*** Entries shown ***

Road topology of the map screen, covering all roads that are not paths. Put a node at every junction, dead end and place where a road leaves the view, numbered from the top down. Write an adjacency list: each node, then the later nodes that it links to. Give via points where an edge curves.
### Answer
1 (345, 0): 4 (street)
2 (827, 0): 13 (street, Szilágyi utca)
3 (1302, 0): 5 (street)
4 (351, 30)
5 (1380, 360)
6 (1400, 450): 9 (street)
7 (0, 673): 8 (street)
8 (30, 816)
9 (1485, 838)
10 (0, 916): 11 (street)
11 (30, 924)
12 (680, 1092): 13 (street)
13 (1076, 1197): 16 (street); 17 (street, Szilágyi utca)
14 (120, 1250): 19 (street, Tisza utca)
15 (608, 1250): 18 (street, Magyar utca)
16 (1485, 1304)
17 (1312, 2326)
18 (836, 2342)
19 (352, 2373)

*** End of Entries shown ***

_Work to complete_:
Every entry must be retyped in full, exactly as given.

_Written answer_:
Road topology of the map screen, covering all roads that are not paths. Put a node at every junction, dead end and place where a road leaves the view, numbered from the top down. Write an adjacency list: each node, then the later nodes that it links to. Give via points where an edge curves.
### Answer
1 (345, 0): 4 (street)
2 (827, 0): 13 (street, Szilágyi utca)
3 (1302, 0): 5 (street)
4 (351, 30)
5 (1380, 360)
6 (1400, 450): 9 (street)
7 (0, 673): 8 (street)
8 (30, 816)
9 (1485, 838)
10 (0, 916): 11 (street)
11 (30, 924)
12 (680, 1092): 13 (street)
13 (1076, 1197): 16 (street); 17 (street, Szilágyi utca)
14 (120, 1250): 19 (street, Tisza utca)
15 (608, 1250): 18 (street, Magyar utca)
16 (1485, 1304)
17 (1312, 2326)
18 (836, 2342)
19 (352, 2373)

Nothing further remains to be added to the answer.